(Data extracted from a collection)
......

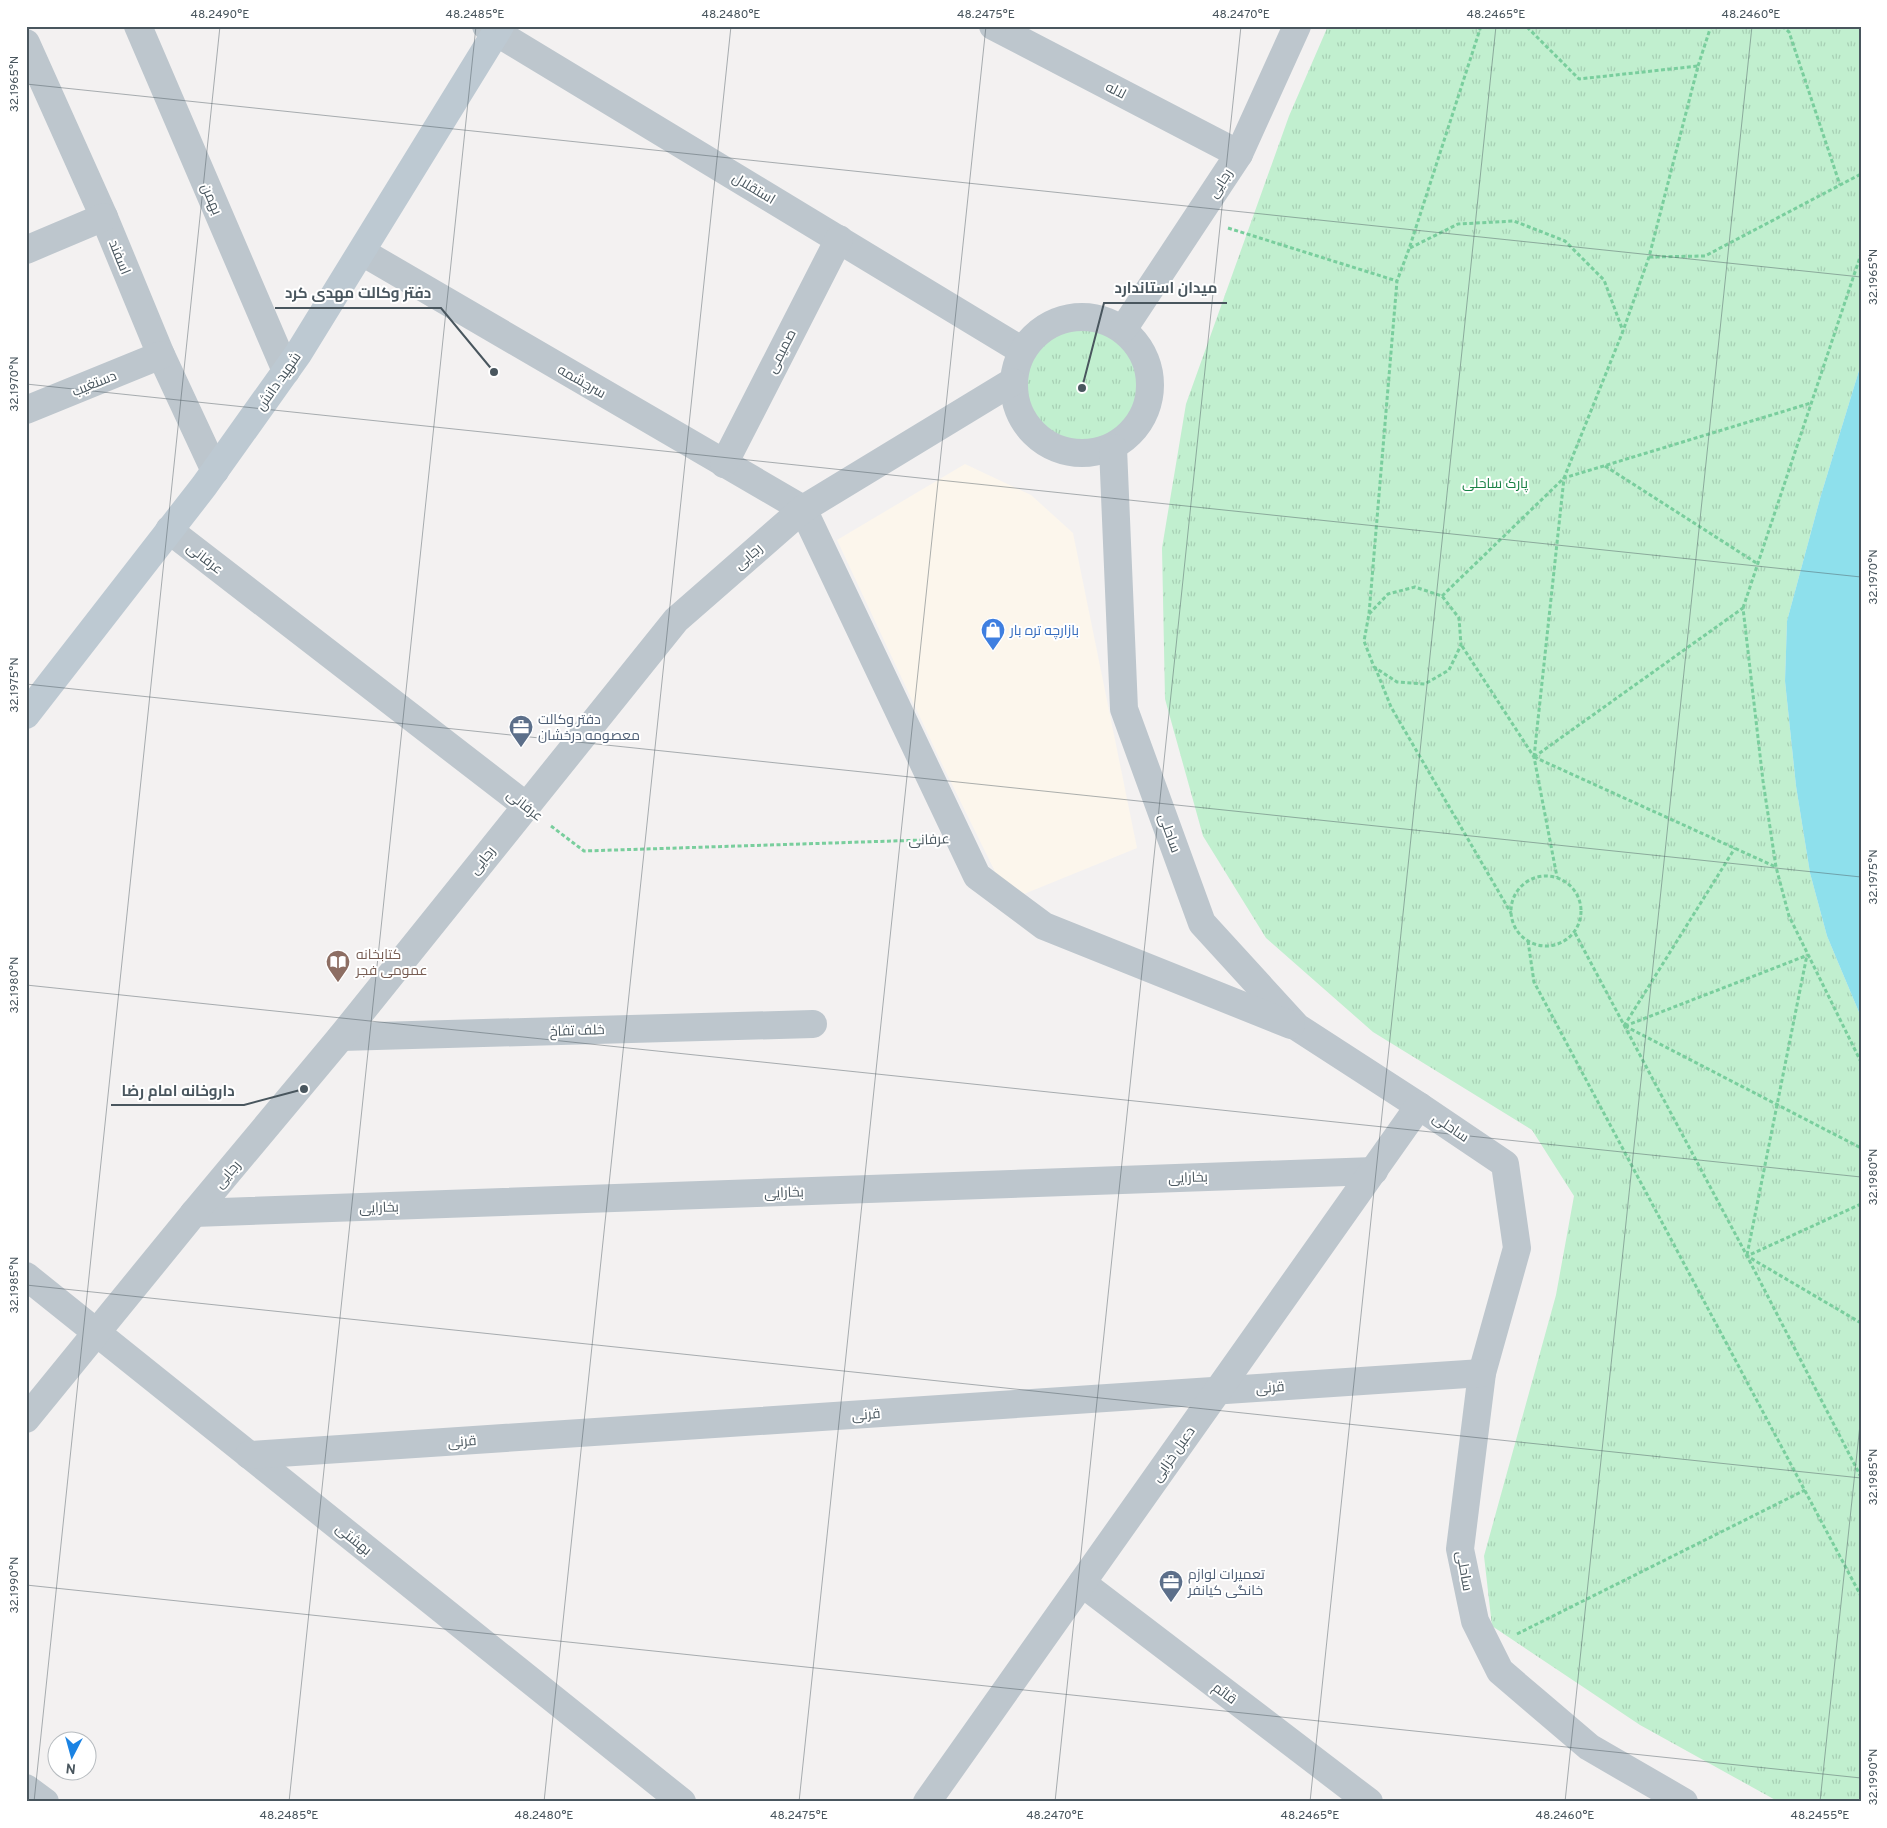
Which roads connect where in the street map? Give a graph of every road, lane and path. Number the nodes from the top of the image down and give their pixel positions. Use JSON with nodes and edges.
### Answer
{"nodes":[{"id":1,"x":138,"y":26,"type":"edge"},
{"id":2,"x":993,"y":26,"type":"edge"},
{"id":3,"x":1297,"y":26,"type":"edge"},
{"id":4,"x":1481,"y":26,"type":"edge"},
{"id":5,"x":1526,"y":26,"type":"edge"},
{"id":6,"x":1711,"y":26,"type":"edge"},
{"id":7,"x":1782,"y":26,"type":"edge"},
{"id":8,"x":494,"y":28,"type":"edge"},
{"id":9,"x":26,"y":43,"type":"edge"},
{"id":10,"x":1698,"y":66,"type":"junction"},
{"id":11,"x":1239,"y":154,"type":"junction"},
{"id":12,"x":1861,"y":174,"type":"edge"},
{"id":13,"x":1840,"y":185,"type":"junction"},
{"id":14,"x":104,"y":217,"type":"junction"},
{"id":15,"x":1197,"y":218,"type":"junction"},
{"id":16,"x":838,"y":239,"type":"junction"},
{"id":17,"x":1409,"y":249,"type":"junction"},
{"id":18,"x":26,"y":250,"type":"edge"},
{"id":19,"x":362,"y":252,"type":"junction"},
{"id":20,"x":1861,"y":254,"type":"edge"},
{"id":21,"x":1649,"y":257,"type":"junction"},
{"id":22,"x":1397,"y":280,"type":"junction"},
{"id":23,"x":1124,"y":328,"type":"junction"},
{"id":24,"x":1623,"y":331,"type":"junction"},
{"id":25,"x":1021,"y":350,"type":"junction"},
{"id":26,"x":161,"y":355,"type":"junction"},
{"id":27,"x":286,"y":371,"type":"junction"},
{"id":28,"x":1012,"y":382,"type":"junction"},
{"id":29,"x":1812,"y":403,"type":"junction"},
{"id":30,"x":26,"y":410,"type":"edge"},
{"id":31,"x":1113,"y":448,"type":"junction"},
{"id":32,"x":724,"y":464,"type":"junction"},
{"id":33,"x":1605,"y":466,"type":"junction"},
{"id":34,"x":214,"y":471,"type":"junction"},
{"id":35,"x":1564,"y":478,"type":"junction"},
{"id":36,"x":802,"y":509,"type":"junction"},
{"id":37,"x":169,"y":530,"type":"junction"},
{"id":38,"x":1758,"y":564,"type":"junction"},
{"id":39,"x":1442,"y":596,"type":"junction"},
{"id":40,"x":1743,"y":608,"type":"junction"},
{"id":41,"x":1369,"y":614,"type":"junction"},
{"id":42,"x":1461,"y":645,"type":"junction"},
{"id":43,"x":1374,"y":666,"type":"junction"},
{"id":44,"x":26,"y":715,"type":"edge"},
{"id":45,"x":1534,"y":757,"type":"junction"},
{"id":46,"x":525,"y":805,"type":"junction"},
{"id":47,"x":960,"y":838,"type":"junction"},
{"id":48,"x":1734,"y":848,"type":"junction"},
{"id":49,"x":1776,"y":867,"type":"junction"},
{"id":50,"x":1557,"y":877,"type":"junction"},
{"id":51,"x":1511,"y":913,"type":"junction"},
{"id":52,"x":1574,"y":933,"type":"junction"},
{"id":53,"x":1528,"y":941,"type":"junction"},
{"id":54,"x":1808,"y":955,"type":"junction"},
{"id":55,"x":813,"y":1024,"type":"dead end"},
{"id":56,"x":1624,"y":1026,"type":"junction"},
{"id":57,"x":1297,"y":1028,"type":"junction"},
{"id":58,"x":341,"y":1037,"type":"junction"},
{"id":59,"x":1861,"y":1062,"type":"edge"},
{"id":60,"x":1778,"y":1104,"type":"junction"},
{"id":61,"x":1419,"y":1106,"type":"junction"},
{"id":62,"x":1861,"y":1148,"type":"edge"},
{"id":63,"x":1374,"y":1171,"type":"junction"},
{"id":64,"x":1861,"y":1204,"type":"edge"},
{"id":65,"x":194,"y":1214,"type":"junction"},
{"id":66,"x":1747,"y":1256,"type":"junction"},
{"id":67,"x":26,"y":1276,"type":"edge"},
{"id":68,"x":1861,"y":1323,"type":"edge"},
{"id":69,"x":96,"y":1333,"type":"junction"},
{"id":70,"x":1482,"y":1373,"type":"junction"},
{"id":71,"x":1218,"y":1391,"type":"junction"},
{"id":72,"x":26,"y":1419,"type":"edge"},
{"id":73,"x":249,"y":1455,"type":"junction"},
{"id":74,"x":1861,"y":1477,"type":"edge"},
{"id":75,"x":1805,"y":1490,"type":"junction"},
{"id":76,"x":1082,"y":1584,"type":"junction"},
{"id":77,"x":1861,"y":1596,"type":"edge"},
{"id":78,"x":1488,"y":1648,"type":"junction"},
{"id":79,"x":26,"y":1788,"type":"edge"},
{"id":80,"x":46,"y":1802,"type":"edge"},
{"id":81,"x":682,"y":1802,"type":"edge"},
{"id":82,"x":927,"y":1802,"type":"edge"},
{"id":83,"x":1369,"y":1802,"type":"edge"},
{"id":84,"x":1684,"y":1802,"type":"edge"}],
"edges":[{"from":1,"to":27,"type":"street","name":"بهمن"},
{"from":2,"to":11,"type":"street","name":"لاله"},
{"from":3,"to":11,"type":"street","name":"رجایی"},
{"from":4,"to":17,"type":"path"},
{"from":5,"to":10,"type":"path"},
{"from":6,"to":10,"type":"path"},
{"from":7,"to":13,"type":"path"},
{"from":8,"to":16,"type":"street","name":"استقلال"},
{"from":8,"to":19,"type":"main road","name":"شهید دانش"},
{"from":9,"to":14,"type":"street","name":"اسفند"},
{"from":10,"to":21,"type":"path"},
{"from":11,"to":15,"type":"street","name":"رجایی"},
{"from":12,"to":13,"type":"path"},
{"from":13,"to":21,"type":"path"},
{"from":14,"to":18,"type":"street"},
{"from":14,"to":26,"type":"street","name":"اسفند"},
{"from":15,"to":22,"type":"path"},
{"from":15,"to":23,"type":"street","name":"رجایی"},
{"from":16,"to":25,"type":"street","name":"استقلال"},
{"from":16,"to":32,"type":"street","name":"صمیمی"},
{"from":17,"to":22,"type":"path"},
{"from":17,"to":24,"type":"path"},
{"from":19,"to":27,"type":"main road","name":"شهید دانش"},
{"from":19,"to":32,"type":"street","name":"سرچشمه"},
{"from":20,"to":29,"type":"path"},
{"from":21,"to":24,"type":"path"},
{"from":22,"to":41,"type":"path"},
{"from":23,"to":25,"type":"street"},
{"from":23,"to":31,"type":"street"},
{"from":24,"to":35,"type":"path"},
{"from":25,"to":28,"type":"street"},
{"from":26,"to":30,"type":"street","name":"دستغیب"},
{"from":26,"to":34,"type":"street","name":"اسفند"},
{"from":27,"to":34,"type":"main road","name":"شهید دانش"},
{"from":28,"to":31,"type":"street"},
{"from":28,"to":36,"type":"street","name":"رجایی"},
{"from":29,"to":33,"type":"path"},
{"from":29,"to":38,"type":"path"},
{"from":31,"to":57,"type":"street","name":"ساحلی"},
{"from":32,"to":36,"type":"street","name":"سرچشمه"},
{"from":33,"to":35,"type":"path"},
{"from":33,"to":38,"type":"path"},
{"from":34,"to":37,"type":"main road","name":"شهید دانش"},
{"from":35,"to":39,"type":"path"},
{"from":35,"to":45,"type":"path"},
{"from":36,"to":46,"type":"street","name":"رجایی"},
{"from":36,"to":47,"type":"street"},
{"from":37,"to":44,"type":"main road","name":"شهید دانش"},
{"from":37,"to":46,"type":"street","name":"عرفانی"},
{"from":38,"to":40,"type":"path"},
{"from":39,"to":41,"type":"path"},
{"from":39,"to":42,"type":"path"},
{"from":40,"to":45,"type":"path"},
{"from":40,"to":49,"type":"path"},
{"from":41,"to":43,"type":"path"},
{"from":42,"to":43,"type":"path"},
{"from":42,"to":45,"type":"path"},
{"from":43,"to":51,"type":"path"},
{"from":45,"to":48,"type":"path"},
{"from":45,"to":50,"type":"path"},
{"from":46,"to":47,"type":"path","name":"عرفانی"},
{"from":46,"to":58,"type":"street","name":"رجایی"},
{"from":47,"to":57,"type":"street"},
{"from":48,"to":49,"type":"path"},
{"from":48,"to":56,"type":"path"},
{"from":49,"to":54,"type":"path"},
{"from":50,"to":51,"type":"path"},
{"from":50,"to":52,"type":"path"},
{"from":51,"to":53,"type":"path"},
{"from":52,"to":53,"type":"path"},
{"from":52,"to":56,"type":"path"},
{"from":53,"to":75,"type":"path"},
{"from":54,"to":56,"type":"path"},
{"from":54,"to":59,"type":"path"},
{"from":54,"to":60,"type":"path"},
{"from":55,"to":58,"type":"street","name":"خلف تفاخ"},
{"from":56,"to":60,"type":"path"},
{"from":56,"to":66,"type":"path"},
{"from":57,"to":61,"type":"street","name":"ساحلی"},
{"from":58,"to":65,"type":"street","name":"رجایی"},
{"from":60,"to":62,"type":"path"},
{"from":60,"to":66,"type":"path"},
{"from":61,"to":63,"type":"street","name":"دعبل خزایی"},
{"from":61,"to":70,"type":"street","name":"ساحلی"},
{"from":63,"to":65,"type":"street","name":"بخارایی"},
{"from":63,"to":71,"type":"street","name":"دعبل خزایی"},
{"from":64,"to":66,"type":"path"},
{"from":65,"to":69,"type":"street","name":"رجایی"},
{"from":66,"to":68,"type":"path"},
{"from":66,"to":74,"type":"path"},
{"from":67,"to":69,"type":"street","name":"بهشتی"},
{"from":69,"to":72,"type":"street","name":"رجایی"},
{"from":69,"to":73,"type":"street","name":"بهشتی"},
{"from":70,"to":71,"type":"street","name":"قرنی"},
{"from":70,"to":78,"type":"street","name":"ساحلی"},
{"from":71,"to":73,"type":"street","name":"قرنی"},
{"from":71,"to":76,"type":"street","name":"دعبل خزایی"},
{"from":73,"to":81,"type":"street","name":"بهشتی"},
{"from":75,"to":77,"type":"path"},
{"from":75,"to":78,"type":"path"},
{"from":76,"to":82,"type":"street","name":"دعبل خزایی"},
{"from":76,"to":83,"type":"street","name":"قائم"},
{"from":78,"to":84,"type":"street","name":"ساحلی"},
{"from":79,"to":80,"type":"street"}]}
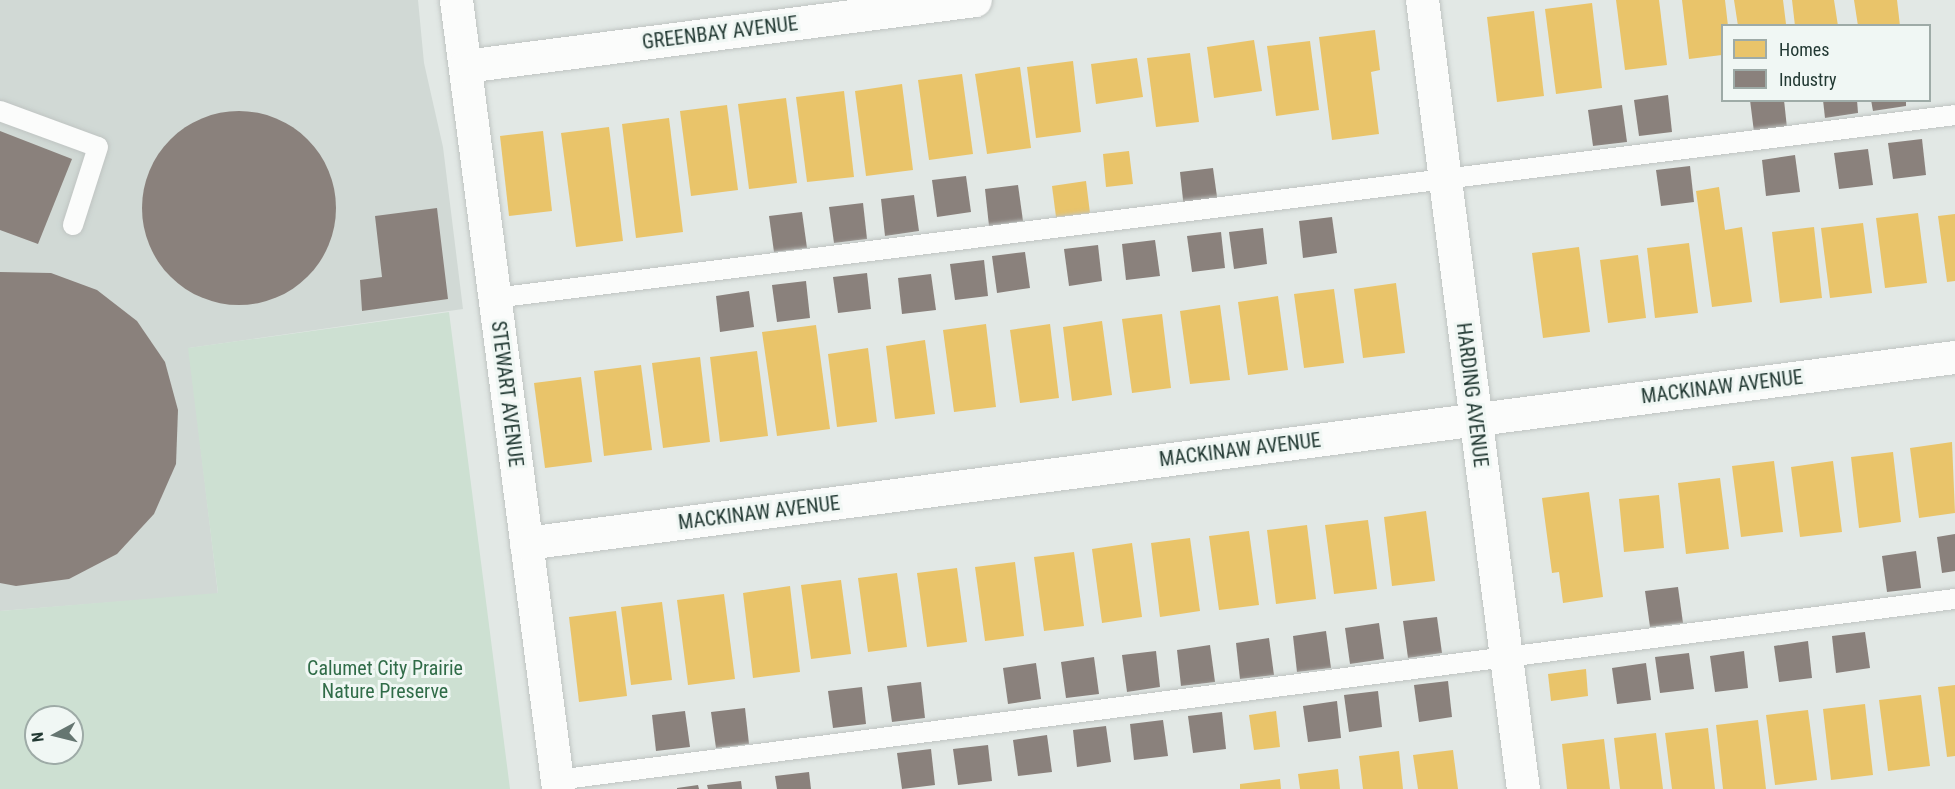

......

WHAT THE TASK ASKS: The expected answer is a copy of each line above containing "ساحلی".

RESULT OF THIS EXERCISE:
{"from":31,"to":57,"type":"street","name":"ساحلی"},
{"from":57,"to":61,"type":"street","name":"ساحلی"},
{"from":61,"to":70,"type":"street","name":"ساحلی"},
{"from":70,"to":78,"type":"street","name":"ساحلی"},
{"from":78,"to":84,"type":"street","name":"ساحلی"},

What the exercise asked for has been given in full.